Can someone tell me the error while writing 1 on right side in second and third for loop?

Ren Grevart Please can specify the what inputs you are giving to both the program while executing Check inputs it depends on number of even and odd values you give as input. Both will give same behaviour for same input even and odd numbers count.

Sir input are 4 3 2 4 6 8 10 12 3 1 3 5 7 9 11 5 2 4 6 8 10 2 4 6 8 10 5 1 3 5 7 9 1 3 5 7 9

Ren Grevart I found the spot of error. In first for loop where you are trying to add in o (odd) and e(even) vector it's adding I (looping variable) rather then input x (read by cin). Code: if (x%2 == 0) { e.push_back(I); //I should be x } else { o.push_back(I); //I should be x } Instead of pushing input x it is pushing value of iterator i

Sir but in question we have to print index that's why I am storing indexes

Ren Greyart In 2nd and 3rd for loop condition check needs I < o.siz xxe() - 1 requires parenthasis () around (o.size()-1) or int l = o.size(); and condition needs I < (l -1) This is required because of operator precedence and associativity between operators.

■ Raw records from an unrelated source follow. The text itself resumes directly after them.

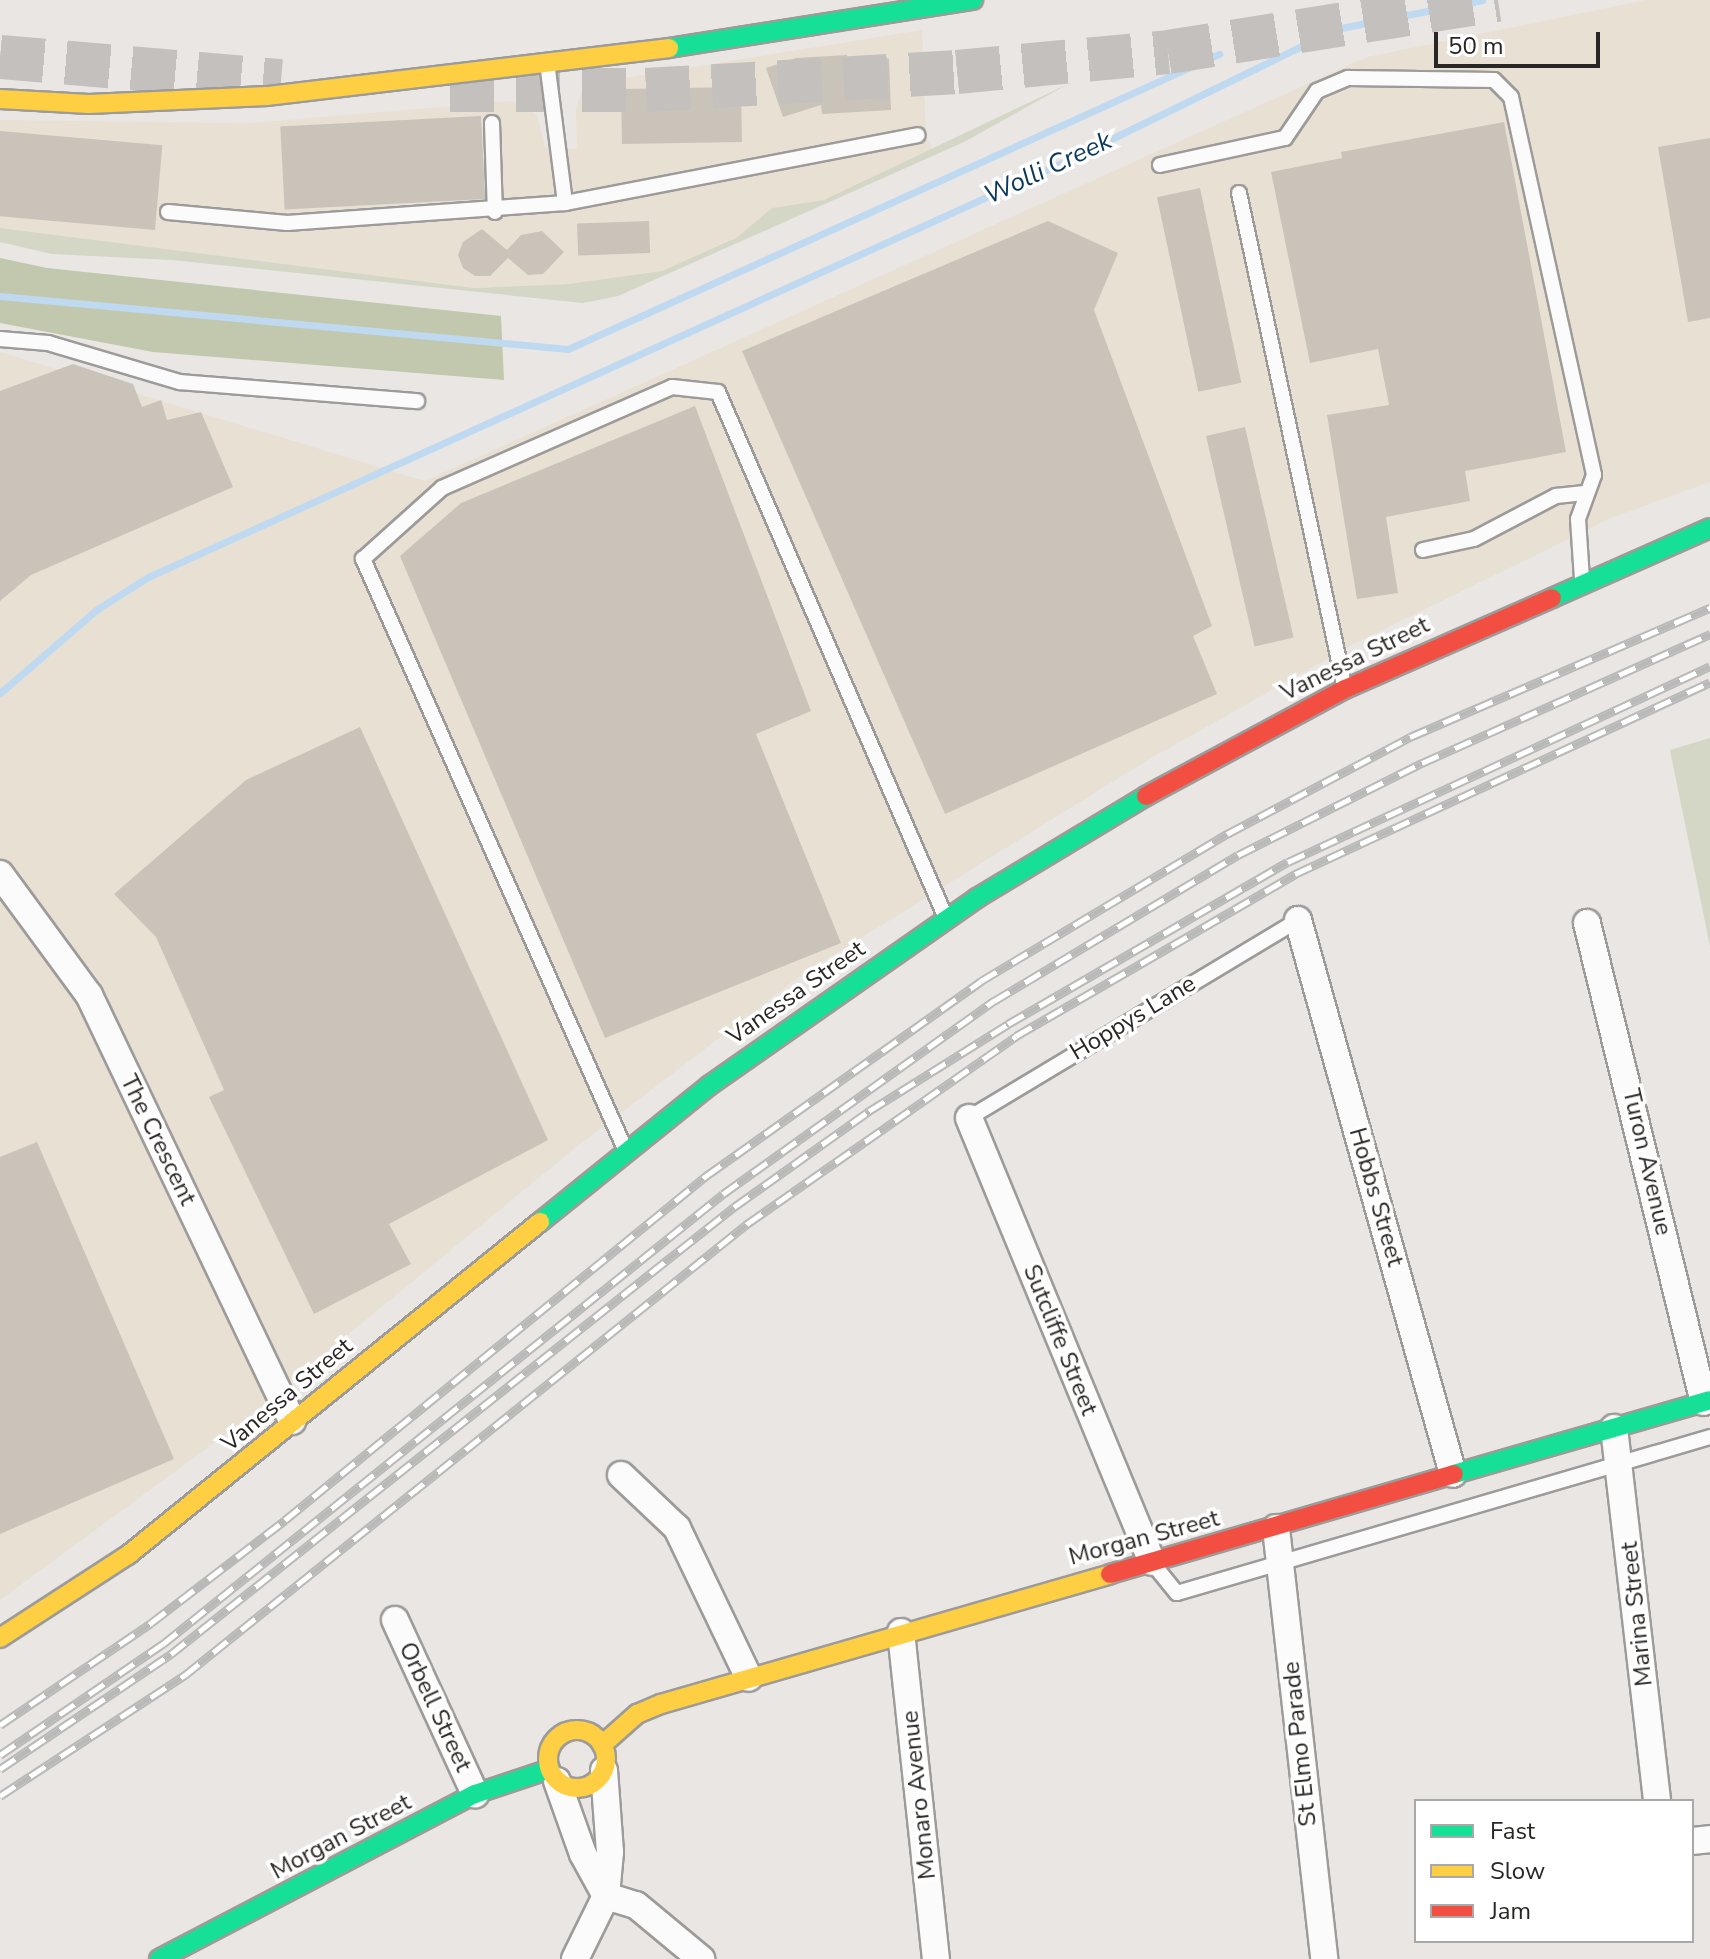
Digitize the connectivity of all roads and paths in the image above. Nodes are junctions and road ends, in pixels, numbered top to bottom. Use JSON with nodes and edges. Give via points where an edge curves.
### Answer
{"nodes":[{"id":1,"x":973,"y":0,"type":"edge"},
{"id":2,"x":547,"y":65,"type":"junction"},
{"id":3,"x":0,"y":99,"type":"edge"},
{"id":4,"x":492,"y":123,"type":"dead end"},
{"id":5,"x":917,"y":135,"type":"dead end"},
{"id":6,"x":1160,"y":165,"type":"dead end"},
{"id":7,"x":1239,"y":193,"type":"dead end"},
{"id":8,"x":565,"y":203,"type":"junction"},
{"id":9,"x":168,"y":212,"type":"dead end"},
{"id":10,"x":495,"y":212,"type":"junction"},
{"id":11,"x":0,"y":339,"type":"edge"},
{"id":12,"x":417,"y":401,"type":"dead end"},
{"id":13,"x":1587,"y":493,"type":"junction"},
{"id":14,"x":1710,"y":528,"type":"edge"},
{"id":15,"x":1423,"y":550,"type":"dead end"},
{"id":16,"x":1582,"y":581,"type":"junction"},
{"id":17,"x":1345,"y":689,"type":"junction"},
{"id":18,"x":0,"y":874,"type":"edge"},
{"id":19,"x":946,"y":918,"type":"junction"},
{"id":20,"x":1298,"y":920,"type":"joint"},
{"id":21,"x":1587,"y":923,"type":"dead end"},
{"id":22,"x":969,"y":1118,"type":"joint"},
{"id":23,"x":625,"y":1150,"type":"junction"},
{"id":24,"x":1707,"y":1401,"type":"edge"},
{"id":25,"x":292,"y":1421,"type":"junction"},
{"id":26,"x":1614,"y":1428,"type":"junction"},
{"id":27,"x":1710,"y":1437,"type":"edge"},
{"id":28,"x":1621,"y":1463,"type":"junction"},
{"id":29,"x":1453,"y":1474,"type":"junction"},
{"id":30,"x":621,"y":1475,"type":"dead end"},
{"id":31,"x":1276,"y":1528,"type":"junction"},
{"id":32,"x":1152,"y":1562,"type":"junction"},
{"id":33,"x":1280,"y":1564,"type":"junction"},
{"id":34,"x":395,"y":1620,"type":"dead end"},
{"id":35,"x":901,"y":1632,"type":"junction"},
{"id":36,"x":0,"y":1638,"type":"edge"},
{"id":37,"x":749,"y":1678,"type":"junction"},
{"id":38,"x":603,"y":1757,"type":"junction"},
{"id":39,"x":554,"y":1775,"type":"junction"},
{"id":40,"x":475,"y":1794,"type":"junction"},
{"id":41,"x":1657,"y":1799,"type":"edge"},
{"id":42,"x":606,"y":1896,"type":"junction"},
{"id":43,"x":165,"y":1957,"type":"edge"},
{"id":44,"x":575,"y":1959,"type":"edge"},
{"id":45,"x":701,"y":1959,"type":"edge"},
{"id":46,"x":936,"y":1959,"type":"edge"},
{"id":47,"x":1324,"y":1959,"type":"edge"}],
"edges":[{"from":1,"to":2,"type":"main road"},
{"from":2,"to":3,"type":"main road","via":[[267,96],[89,104]]},
{"from":2,"to":8,"type":"lane"},
{"from":4,"to":10,"type":"lane"},
{"from":5,"to":8,"type":"lane"},
{"from":6,"to":13,"type":"lane","via":[[1285,138],[1317,91],[1348,78],[1494,80],[1511,97],[1594,475]]},
{"from":7,"to":17,"type":"lane"},
{"from":8,"to":10,"type":"lane"},
{"from":9,"to":10,"type":"lane","via":[[287,223]]},
{"from":11,"to":12,"type":"lane","via":[[48,343],[180,382]]},
{"from":13,"to":15,"type":"lane","via":[[1556,496],[1474,539]]},
{"from":13,"to":16,"type":"lane","via":[[1578,519]]},
{"from":14,"to":16,"type":"main road","name":"Vanessa Street"},
{"from":16,"to":17,"type":"main road","name":"Vanessa Street"},
{"from":17,"to":19,"type":"main road","name":"Vanessa Street","via":[[1133,803]]},
{"from":18,"to":25,"type":"street","name":"The Crescent","via":[[89,995]]},
{"from":19,"to":23,"type":"main road","name":"Vanessa Street","via":[[791,1024]]},
{"from":19,"to":23,"type":"lane","via":[[718,392],[672,387],[442,488],[363,559]]},
{"from":20,"to":22,"type":"lane","name":"Hoppys Lane"},
{"from":20,"to":29,"type":"street","name":"Hobbs Street"},
{"from":21,"to":24,"type":"street","name":"Turon Avenue"},
{"from":22,"to":32,"type":"street","name":"Sutcliffe Street"},
{"from":23,"to":25,"type":"main road","name":"Vanessa Street"},
{"from":24,"to":26,"type":"main road","name":"Morgan Street"},
{"from":25,"to":36,"type":"main road","name":"Vanessa Street","via":[[128,1555]]},
{"from":26,"to":28,"type":"street","name":"Marina Street"},
{"from":26,"to":29,"type":"main road","name":"Morgan Street"},
{"from":27,"to":28,"type":"lane"},
{"from":28,"to":33,"type":"lane"},
{"from":28,"to":41,"type":"street","name":"Marina Street"},
{"from":29,"to":31,"type":"main road","name":"Morgan Street"},
{"from":30,"to":37,"type":"street","via":[[677,1528]]},
{"from":31,"to":32,"type":"main road","name":"Morgan Street"},
{"from":31,"to":33,"type":"street","name":"St Elmo Parade"},
{"from":32,"to":33,"type":"lane","via":[[1177,1593]]},
{"from":32,"to":35,"type":"main road","name":"Morgan Street"},
{"from":33,"to":47,"type":"street","name":"St Elmo Parade"},
{"from":34,"to":40,"type":"street","name":"Orbell Street"},
{"from":35,"to":37,"type":"main road","name":"Morgan Street"},
{"from":35,"to":46,"type":"street","name":"Monaro Avenue"},
{"from":37,"to":38,"type":"main road","name":"Morgan Street","via":[[637,1714]]},
{"from":38,"to":39,"type":"main road","via":[[585,1787]]},
{"from":38,"to":39,"type":"main road","via":[[587,1732],[567,1732],[552,1745]]},
{"from":38,"to":42,"type":"street","via":[[610,1852]]},
{"from":39,"to":40,"type":"main road","name":"Morgan Street"},
{"from":39,"to":42,"type":"street","via":[[583,1854]]},
{"from":40,"to":43,"type":"main road","name":"Morgan Street"},
{"from":42,"to":44,"type":"street"},
{"from":42,"to":45,"type":"street","via":[[636,1905]]}]}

Sir I have tried that too. And +/- has higher precedence than < so that will not change anything.

Ren Greyart It is problem of type conversion after computation o.size() method always returns positive value that to unsigned When it compared like bellow i < o.size()-1 o.size()-1 is computes biggest unsigned number When o.size() is 0 it enters the loop and zero size vector fails and execution terminates If it compared like bellow i+1 < o.size() it works fine because I+1 becomes 1 when I is 0 and o.size() is 0 it computes to falsifying the condition and it works fine This kind of problem can be identified by exception Hope this will satisfy needs

I now understand sir, thank you for your time.